Mikel Watkins: Fatherhood

Editor’s Note: The following essay contains some explicit language.

Having a kid is supposed to be the best day of your life, right?

On October 27, 2020 at 2:27 p.m. at an undisclosed location in Indiana a beautiful baby girl was born. She’s 4 pounds, 11 ounces but she’s not breathing oxygen, and a “Hi, I’m your dad” was all that was said between father and daughter for eight days because of the big C, and no, I’m not talking about cancer. I’m talking about COVID, the global pandemic affected my perfect baby girl of all people. 

“Why her? Why not me?” I asked, as my fiancé and I watched our daughter get treated like patient zero from a camera in a hospital because we contracted said virus a week before her unexpected early birth. Eight days we suffered in silence, pain, and agony. Eight days our child was not in our care, our perfect baby girl, Willow Ivory Watkins.

This is her story:

3 EEGs 

2 MRIs

Poked over 100 times for fluids

Thickened foods 

Aspiration

Possible deafness

3 Medications

400+ therapy sessions (DT, OT, PT, Speech)

25 total days spent in a hospital 

Special car seats, chairs, baths and an overall different life than most 19-month-old babies

Does this determine who she is? No.

Is it our fault as parents she’s like this? No.

Do people think it’s our fault? Yes.

Does she speak? Yes.

Is she happy? Yes.

Have we adjusted to our everyday life and roles pretty well? Mostly.

Is it hard? Yes.

Will she always be like this? Yes, there’s no cure, only progress through therapy. Willow has a full-time job at 19-months-old.

These are the most common questions I’m asked almost daily as a father with a kid with a physical disability. To be frank, I’m scared people in general are so uneducated about this because we segregate kids with disabilities from the norms in almost every aspect of their lives including family get-togethers or even finding a babysitter to have a life outside of being her parent. This is our identity now, this is a big part of who we are, and to be honest, we wouldn’t have it any other way.

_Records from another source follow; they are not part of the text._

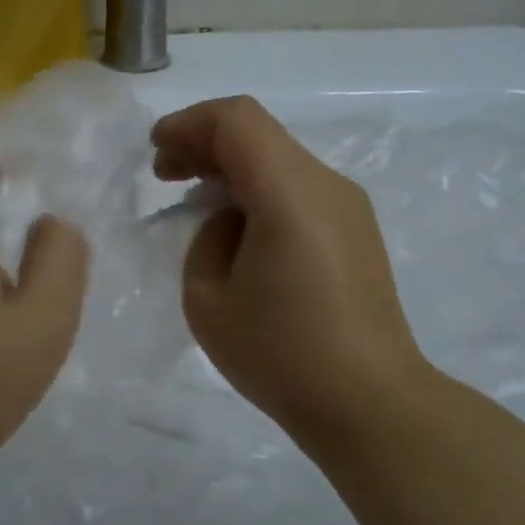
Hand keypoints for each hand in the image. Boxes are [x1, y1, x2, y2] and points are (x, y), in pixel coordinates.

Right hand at [151, 96, 429, 452]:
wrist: (369, 403)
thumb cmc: (280, 355)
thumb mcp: (208, 300)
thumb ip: (207, 238)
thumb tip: (229, 220)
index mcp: (290, 195)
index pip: (237, 121)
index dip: (188, 124)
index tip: (155, 151)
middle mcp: (326, 186)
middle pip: (259, 133)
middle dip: (203, 143)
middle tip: (164, 174)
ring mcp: (348, 206)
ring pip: (278, 157)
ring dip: (230, 166)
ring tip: (195, 200)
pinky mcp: (355, 229)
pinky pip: (297, 186)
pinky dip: (257, 188)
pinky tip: (235, 226)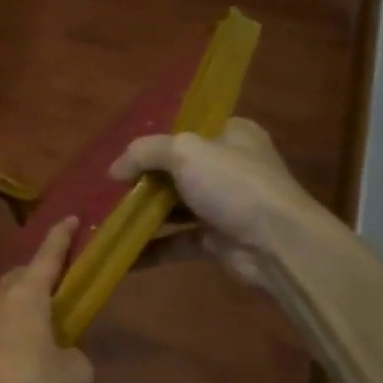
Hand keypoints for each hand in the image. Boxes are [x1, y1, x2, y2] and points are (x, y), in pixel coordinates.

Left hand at [0, 218, 93, 382]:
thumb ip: (75, 357)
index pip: (48, 256)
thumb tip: (65, 355)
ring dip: (16, 305)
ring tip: (31, 323)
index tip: (70, 218)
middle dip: (36, 275)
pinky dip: (0, 332)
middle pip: (19, 276)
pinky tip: (7, 353)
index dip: (61, 237)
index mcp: (27, 293)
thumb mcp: (74, 375)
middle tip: (52, 285)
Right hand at [110, 119, 330, 284]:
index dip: (154, 140)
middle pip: (176, 170)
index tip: (122, 153)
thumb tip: (113, 169)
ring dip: (143, 214)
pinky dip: (151, 248)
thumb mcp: (185, 152)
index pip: (188, 130)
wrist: (278, 245)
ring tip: (105, 218)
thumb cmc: (234, 185)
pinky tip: (120, 253)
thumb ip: (145, 153)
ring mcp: (224, 206)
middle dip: (142, 180)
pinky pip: (176, 241)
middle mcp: (229, 168)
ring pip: (174, 207)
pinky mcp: (216, 240)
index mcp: (231, 135)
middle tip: (107, 187)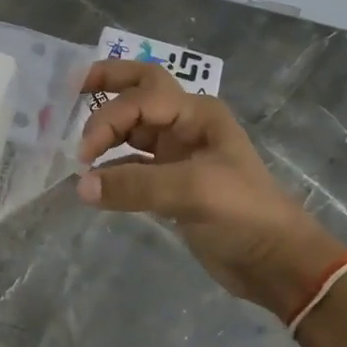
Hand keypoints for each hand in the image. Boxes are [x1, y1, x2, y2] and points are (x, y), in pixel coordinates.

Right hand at [76, 61, 344, 309]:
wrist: (275, 262)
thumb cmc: (243, 214)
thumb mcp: (193, 192)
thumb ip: (135, 185)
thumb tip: (81, 185)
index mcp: (197, 114)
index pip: (141, 98)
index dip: (108, 119)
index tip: (85, 153)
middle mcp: (185, 125)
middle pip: (140, 90)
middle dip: (108, 83)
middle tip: (72, 87)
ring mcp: (178, 154)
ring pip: (133, 128)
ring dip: (107, 132)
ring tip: (78, 146)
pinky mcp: (170, 183)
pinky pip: (132, 165)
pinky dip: (111, 169)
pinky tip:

Everything she does that she’s not supposed to do is a win and that’s almost daily. Her laugh lights up the room, she’s empathic because the emotional side of her brain always works overtime to feel everyone in the room. She has a thought process, something most kids don’t develop until they’re 3 or 4. She supplements her lack of movement in her hands by curling her wrist to grab things. Of course, she doesn’t know she’s different but she’s more than her disability.

So to conclude and answer the question I began the article with: Yes, the day she was born was the best day of my life, and I wouldn’t trade her for any other kid on this earth. Am I proud to be a father of a kid with a disability? You’re damn fucking right.